Polling is a library to help you implement your own code periodically, having full control on when to abort, how long to wait between each attempt, how to handle exception, and more.
Let's take as simple an example as polling a remote API for a short message.
In vanilla java, the code looks like
public String fetchMessage() throws InterruptedException {
int failCnt = 0;
for (;;) {
// quit if failed for more than 3 times
if (failCnt >= 3) {
throw new IllegalStateException("Failed to fetch message");
}
try {
Response resp = fetchMessageFromRemote();
if (resp.isSuccess()) {
// success
return resp.getMessage();
}
} catch (Exception e) {
// log a failure
System.out.println("Request failure");
}
failCnt++;
// sleep 1 second before next try
try {
Thread.sleep(1000); // sleep 1 second
} catch (InterruptedException e) {
// quit if interrupted
System.out.println("Interrupted");
throw e;
}
}
}
With Polling, the code can be simplified into
public String fetchMessage() {
return Polling
.waitPeriodly(1, TimeUnit.SECONDS)
.stopAfterAttempt(3)
.run(new AttemptMaker<String>() {
@Override
public AttemptResult<String> process() throws Exception {
Response resp = fetchMessageFromRemote();
if (resp.isSuccess()) {
return AttemptResults.finishWith(resp.getMessage());
} else {
return AttemptResults.justContinue();
}
}
});
}
You can see the code is reduced to 70%, and more clear, easier to read.

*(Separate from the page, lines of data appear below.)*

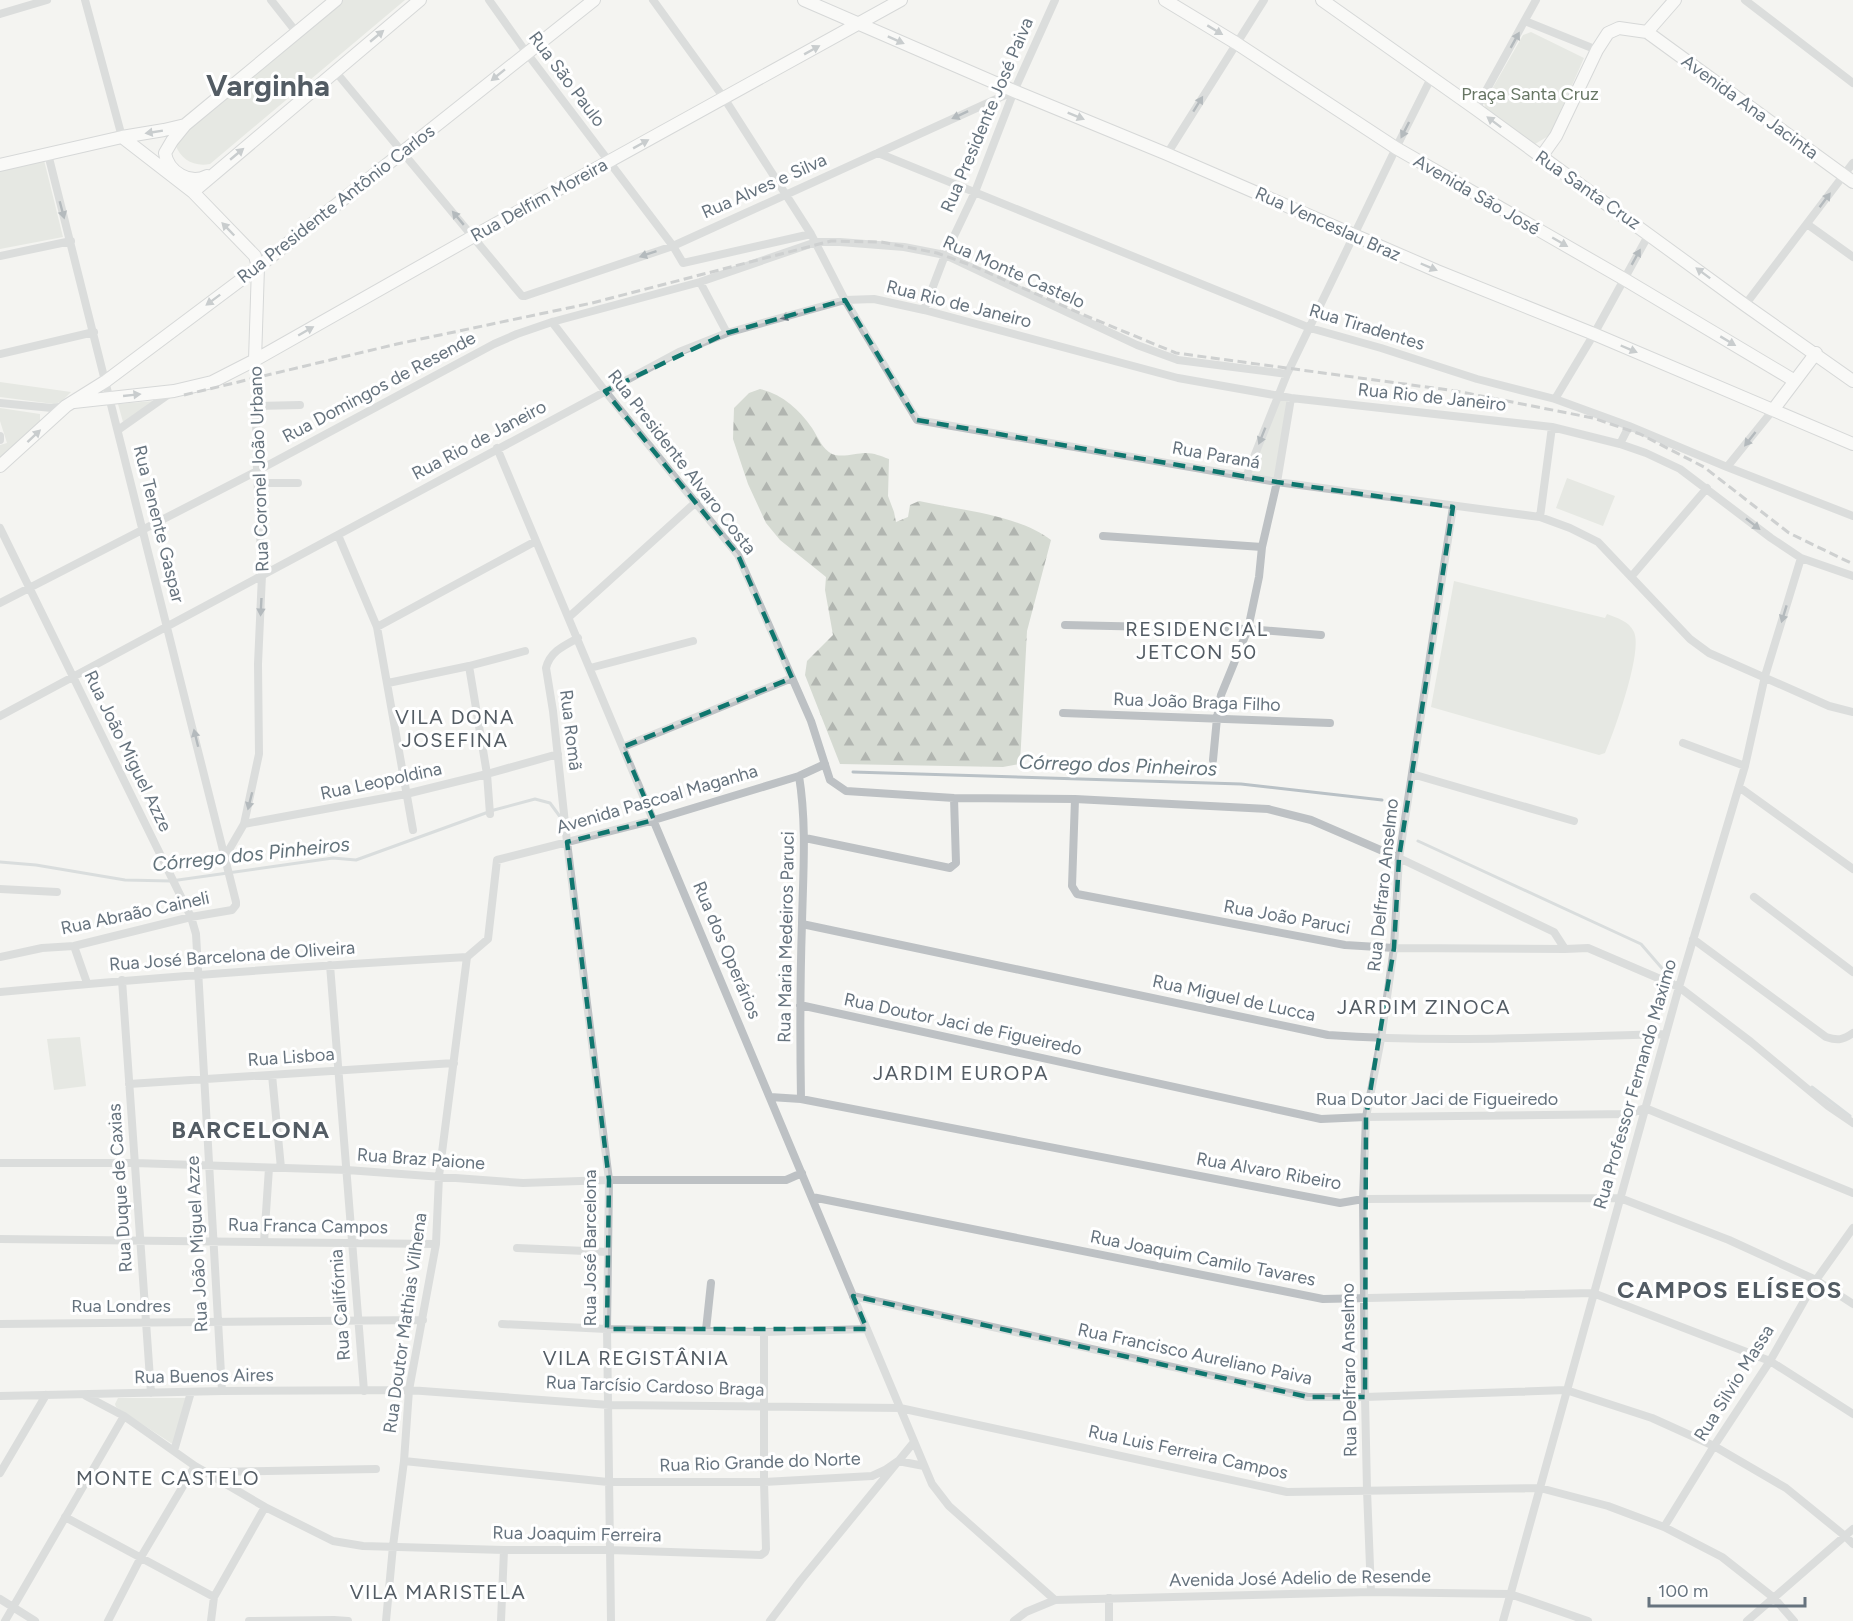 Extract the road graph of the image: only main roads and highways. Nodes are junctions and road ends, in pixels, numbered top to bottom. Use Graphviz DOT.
graph roads {
  1 [pos="336,0"];
  2 [pos="420,0"];
  3 [pos="594,0"];
  4 [pos="804,0"];
  5 [pos="901,0"];
  6 [pos="1165,0"];
  7 [pos="1675,0"];
  8 [pos="1328,2"];
  9 [pos="859,24"];
  10 [pos="1647,32"];
  11 [pos="185,125"];
  12 [pos="122,137"];
  13 [pos="1541,157"];
  14 [pos="0,165"];
  15 [pos="216,171"];
  16 [pos="1848,179"];
  17 [pos="193,192"];
  18 [pos="258,267"];
  19 [pos="1816,353"];
  20 [pos="255,360"];
  21 [pos="1795,381"];
  22 [pos="1853,381"];
  23 [pos="70,404"];
  24 [pos="1773,410"];
  25 [pos="1853,444"];
  26 [pos="0,467"];
  1 -- 11 [label="main road"];
  15 -- 2 [label="main road, one-way"];
  3 -- 18 [label="main road, Rua Presidente Antônio Carlos, one-way"];
  4 -- 9 [label="main road, Rua Venceslau Braz"];
  5 -- 9 [label="main road, Rua Delfim Moreira"];
  6 -- 21 [label="main road, Avenida São José, one-way"];
  7 -- 10 [label="main road"];
  13 -- 8 [label="main road, Rua Santa Cruz, one-way"];
  20 -- 9 [label="main road, Rua Delfim Moreira, one-way"];
  9 -- 24 [label="main road, Rua Venceslau Braz, one-way"];
  10 -- 13 [label="main road"];
  10 -- 16 [label="main road, Avenida Ana Jacinta"];
  11 -- 12 [label="main road, one-way"];
  11 -- 15 [label="main road"];
  12 -- 14 [label="main road"];
  12 -- 17 [label="main road"];
  19 -- 13 [label="main road, Rua Santa Cruz, one-way"];
  15 -- 17 [label="main road"];
  18 -- 17 [label="main road, one-way"];
  18 -- 20 [label="main road, Rua Coronel João Urbano"];
  18 -- 23 [label="main road, Rua Presidente Antônio Carlos, one-way"];
  19 -- 21 [label="main road"];
  19 -- 22 [label="main road, Rua Santa Cruz"];
  23 -- 20 [label="main road, Rua Delfim Moreira, one-way"];
  21 -- 24 [label="main road"];
  26 -- 23 [label="main road, Rua Presidente Antônio Carlos, one-way"];
  24 -- 25 [label="main road, Rua Venceslau Braz"];
}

The power of Polling is even more than above example. Many builtin StopStrategy
and WaitStrategy
are available out of box, with them you can do random waiting, fibonacci waiting, stop after a given period, etc.
- No Dependency!
- Flexible polling either in current Thread or a dedicated Thread/ExecutorService.
- Java 1.7+ supported.
<dependency>
<groupId>com.dyngr</groupId>
<artifactId>polling</artifactId>
<version>1.1.3</version>
</dependency>
Polling is heavily inspired by guava-retrying, which is original written by Ryan Holder (rholder). The implementation of many StopStrategy
and WaitStrategy
are also migrated from guava-retrying. Thanks for his and other contributors' pioneer work.